Random Bitflip: Simulate random bit flips in neural network computations
- functional APIs: Random bitflip functions with backward support.
  - random_bitflip_fn: Perform random bit flipping on tensors with configurable exponent and fraction bit flip probabilities
  - calculate_flip_probability: Calculate flip probability from number of halves
  - find_nearest_prob_n_halves: Find nearest probability in terms of halves
- layers: PyTorch modules for random bitflip operations.
  - RandomBitFlipDropout: Random bit flip layer with dropout functionality
  - RandomBitFlipLinear: Linear layer with random bit flipping
Optical Transformer: Simulate optical computing for transformers
- functional APIs: Optical transformer functions with backward support.

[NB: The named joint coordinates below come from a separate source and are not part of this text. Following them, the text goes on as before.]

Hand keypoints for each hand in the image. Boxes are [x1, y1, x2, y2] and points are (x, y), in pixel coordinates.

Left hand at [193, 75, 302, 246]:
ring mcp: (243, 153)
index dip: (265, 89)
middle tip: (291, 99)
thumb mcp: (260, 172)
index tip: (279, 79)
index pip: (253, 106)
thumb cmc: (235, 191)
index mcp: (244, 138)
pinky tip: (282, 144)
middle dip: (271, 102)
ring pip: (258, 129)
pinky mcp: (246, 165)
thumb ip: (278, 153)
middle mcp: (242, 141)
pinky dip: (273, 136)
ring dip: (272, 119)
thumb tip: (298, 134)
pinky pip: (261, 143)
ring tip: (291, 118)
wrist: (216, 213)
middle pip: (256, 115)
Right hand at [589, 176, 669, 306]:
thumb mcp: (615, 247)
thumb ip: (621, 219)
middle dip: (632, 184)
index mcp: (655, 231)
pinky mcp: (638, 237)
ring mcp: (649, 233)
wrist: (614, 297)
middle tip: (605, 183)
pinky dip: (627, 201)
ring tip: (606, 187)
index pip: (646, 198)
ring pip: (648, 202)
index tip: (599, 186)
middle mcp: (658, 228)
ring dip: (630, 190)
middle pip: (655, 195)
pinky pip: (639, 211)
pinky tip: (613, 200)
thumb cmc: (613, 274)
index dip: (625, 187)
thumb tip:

  - ot_quantize_fn: Quantize tensors for optical transformer operations
  - ot_qlinear_fn: Quantized linear transformation for optical computing
  - ot_qmatmul_fn: Quantized matrix multiplication for optical computing
- layers: PyTorch modules for optical computing.
  - OpticalTransformerLinear: Linear layer with optical transformer quantization
MXFP: Simulate MXFP (Microscaling Formats) on CPU & GPU using PyTorch & Triton
- functional: MXFP format conversion and operations.
  - extract_mxfp_components: Extract MXFP components (shared exponent and elements) from tensors
  - compose_mxfp_tensor: Compose MXFP components back to standard floating-point tensors
  - quantize_dequantize: Quantize and dequantize tensors using MXFP format
  - flatten_for_quantize: Flatten tensors for quantization operations
  - permute_for_dequantize: Permute tensors for dequantization operations
  - mxfp_linear: Linear operation with MXFP support
  - mxfp_matmul: Matrix multiplication with MXFP support
  - parse_mxfp_linear_type: Parse MXFP linear layer types
- layers: PyTorch modules with MXFP support.
  - MXFPLinearPTQ: Linear layer with MXFP support for post-training quantization (no backpropagation support)
Minifloat: Simulate minifloat formats on CPU & GPU using PyTorch & Triton
- functional: Minifloat format operations.
  - extract_minifloat_component: Extract minifloat components from tensors
  - compose_minifloat_component: Compose minifloat components back to tensors
  - quantize_dequantize: Quantize and dequantize tensors using minifloat format
  - minifloat_linear: Linear operation with minifloat support
  - minifloat_matmul: Matrix multiplication with minifloat support
- layers: PyTorch modules with minifloat support.
  - MinifloatLinearPTQ: Linear layer with minifloat support for post-training quantization (no backpropagation support)
Utilities & Management
- manager.py: Kernel management and autotune control.
  - KernelManager: Enable/disable autotune for Triton kernels
- utils/: Various utility functions for PyTorch modules, debugging, and training.